(Entries taken from a collection)
┄┄┄┄┄┄┄┄┄┄

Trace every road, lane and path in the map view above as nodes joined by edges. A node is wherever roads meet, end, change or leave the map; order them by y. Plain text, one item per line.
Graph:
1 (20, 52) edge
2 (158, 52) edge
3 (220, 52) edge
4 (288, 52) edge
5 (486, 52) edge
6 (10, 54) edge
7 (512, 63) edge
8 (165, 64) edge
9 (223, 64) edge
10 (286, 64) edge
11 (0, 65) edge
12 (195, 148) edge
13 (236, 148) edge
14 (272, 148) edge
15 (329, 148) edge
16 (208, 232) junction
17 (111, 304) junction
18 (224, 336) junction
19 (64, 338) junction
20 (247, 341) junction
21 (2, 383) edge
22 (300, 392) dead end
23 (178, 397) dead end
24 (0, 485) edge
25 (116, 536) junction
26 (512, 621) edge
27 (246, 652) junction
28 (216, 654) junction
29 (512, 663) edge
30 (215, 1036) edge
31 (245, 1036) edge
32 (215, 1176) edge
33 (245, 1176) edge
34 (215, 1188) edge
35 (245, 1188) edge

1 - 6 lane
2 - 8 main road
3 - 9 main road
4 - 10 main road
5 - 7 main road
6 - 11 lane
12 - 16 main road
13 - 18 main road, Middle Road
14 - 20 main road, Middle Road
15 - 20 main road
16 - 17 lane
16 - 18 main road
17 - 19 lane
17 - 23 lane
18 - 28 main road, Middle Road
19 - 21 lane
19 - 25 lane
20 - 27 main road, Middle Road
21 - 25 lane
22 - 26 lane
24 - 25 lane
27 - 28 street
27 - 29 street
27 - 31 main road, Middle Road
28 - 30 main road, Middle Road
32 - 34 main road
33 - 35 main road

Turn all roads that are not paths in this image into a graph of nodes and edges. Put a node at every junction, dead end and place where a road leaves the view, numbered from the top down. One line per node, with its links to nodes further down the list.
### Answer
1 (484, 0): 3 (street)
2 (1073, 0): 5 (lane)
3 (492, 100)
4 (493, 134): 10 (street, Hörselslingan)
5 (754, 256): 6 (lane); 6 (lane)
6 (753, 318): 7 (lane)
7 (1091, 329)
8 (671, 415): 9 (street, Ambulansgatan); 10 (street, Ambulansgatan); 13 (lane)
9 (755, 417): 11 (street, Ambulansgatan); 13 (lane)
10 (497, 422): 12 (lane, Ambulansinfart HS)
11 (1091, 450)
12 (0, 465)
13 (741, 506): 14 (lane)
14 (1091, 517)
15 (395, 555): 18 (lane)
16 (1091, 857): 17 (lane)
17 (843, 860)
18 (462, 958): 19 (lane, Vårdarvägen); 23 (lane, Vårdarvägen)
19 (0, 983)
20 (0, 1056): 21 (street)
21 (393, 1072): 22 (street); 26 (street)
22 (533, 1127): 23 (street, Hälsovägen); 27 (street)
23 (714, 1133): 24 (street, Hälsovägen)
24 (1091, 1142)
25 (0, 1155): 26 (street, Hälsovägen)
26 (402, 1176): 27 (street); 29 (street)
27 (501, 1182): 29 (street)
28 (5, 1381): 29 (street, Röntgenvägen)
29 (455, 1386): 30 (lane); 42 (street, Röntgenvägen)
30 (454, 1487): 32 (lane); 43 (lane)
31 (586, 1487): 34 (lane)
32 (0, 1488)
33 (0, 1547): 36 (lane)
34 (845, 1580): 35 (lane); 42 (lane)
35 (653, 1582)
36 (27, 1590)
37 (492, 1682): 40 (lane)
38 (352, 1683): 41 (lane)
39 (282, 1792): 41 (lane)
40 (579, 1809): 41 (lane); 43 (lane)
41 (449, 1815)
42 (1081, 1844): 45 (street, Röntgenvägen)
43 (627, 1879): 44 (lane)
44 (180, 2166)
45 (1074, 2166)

┄┄┄┄┄┄┄┄┄┄

__Task goal__. Write the records out again, character for character.

__Solution to the exercise__.
Trace every road, lane and path in the map view above as nodes joined by edges. A node is wherever roads meet, end, change or leave the map; order them by y. Plain text, one item per line.
Graph:
1 (20, 52) edge
2 (158, 52) edge
3 (220, 52) edge
4 (288, 52) edge
5 (486, 52) edge
6 (10, 54) edge
7 (512, 63) edge
8 (165, 64) edge
9 (223, 64) edge
10 (286, 64) edge
11 (0, 65) edge
12 (195, 148) edge
13 (236, 148) edge
14 (272, 148) edge
15 (329, 148) edge
16 (208, 232) junction
17 (111, 304) junction
18 (224, 336) junction
19 (64, 338) junction
20 (247, 341) junction
21 (2, 383) edge
22 (300, 392) dead end
23 (178, 397) dead end
24 (0, 485) edge
25 (116, 536) junction
26 (512, 621) edge
27 (246, 652) junction
28 (216, 654) junction
29 (512, 663) edge
30 (215, 1036) edge
31 (245, 1036) edge
32 (215, 1176) edge
33 (245, 1176) edge
34 (215, 1188) edge
35 (245, 1188) edge

1 - 6 lane
2 - 8 main road
3 - 9 main road
4 - 10 main road
5 - 7 main road
6 - 11 lane
12 - 16 main road
13 - 18 main road, Middle Road
14 - 20 main road, Middle Road
15 - 20 main road
16 - 17 lane
16 - 18 main road
17 - 19 lane
17 - 23 lane
18 - 28 main road, Middle Road
19 - 21 lane
19 - 25 lane
20 - 27 main road, Middle Road
21 - 25 lane
22 - 26 lane
24 - 25 lane
27 - 28 street
27 - 29 street
27 - 31 main road, Middle Road
28 - 30 main road, Middle Road
32 - 34 main road
33 - 35 main road

Turn all roads that are not paths in this image into a graph of nodes and edges. Put a node at every junction, dead end and place where a road leaves the view, numbered from the top down. One line per node, with its links to nodes further down the list.
### Answer
1 (484, 0): 3 (street)
2 (1073, 0): 5 (lane)
3 (492, 100)
4 (493, 134): 10 (street, Hörselslingan)
5 (754, 256): 6 (lane); 6 (lane)
6 (753, 318): 7 (lane)
7 (1091, 329)
8 (671, 415): 9 (street, Ambulansgatan); 10 (street, Ambulansgatan); 13 (lane)
9 (755, 417): 11 (street, Ambulansgatan); 13 (lane)
10 (497, 422): 12 (lane, Ambulansinfart HS)
11 (1091, 450)
12 (0, 465)
13 (741, 506): 14 (lane)
14 (1091, 517)
15 (395, 555): 18 (lane)
16 (1091, 857): 17 (lane)
17 (843, 860)
18 (462, 958): 19 (lane, Vårdarvägen); 23 (lane, Vårdarvägen)
19 (0, 983)
20 (0, 1056): 21 (street)
21 (393, 1072): 22 (street); 26 (street)
22 (533, 1127): 23 (street, Hälsovägen); 27 (street)
23 (714, 1133): 24 (street, Hälsovägen)
24 (1091, 1142)
25 (0, 1155): 26 (street, Hälsovägen)
26 (402, 1176): 27 (street); 29 (street)
27 (501, 1182): 29 (street)
28 (5, 1381): 29 (street, Röntgenvägen)
29 (455, 1386): 30 (lane); 42 (street, Röntgenvägen)
30 (454, 1487): 32 (lane); 43 (lane)
31 (586, 1487): 34 (lane)
32 (0, 1488)
33 (0, 1547): 36 (lane)
34 (845, 1580): 35 (lane); 42 (lane)
35 (653, 1582)
36 (27, 1590)
37 (492, 1682): 40 (lane)
38 (352, 1683): 41 (lane)
39 (282, 1792): 41 (lane)
40 (579, 1809): 41 (lane); 43 (lane)
41 (449, 1815)
42 (1081, 1844): 45 (street, Röntgenvägen)
43 (627, 1879): 44 (lane)
44 (180, 2166)
45 (1074, 2166)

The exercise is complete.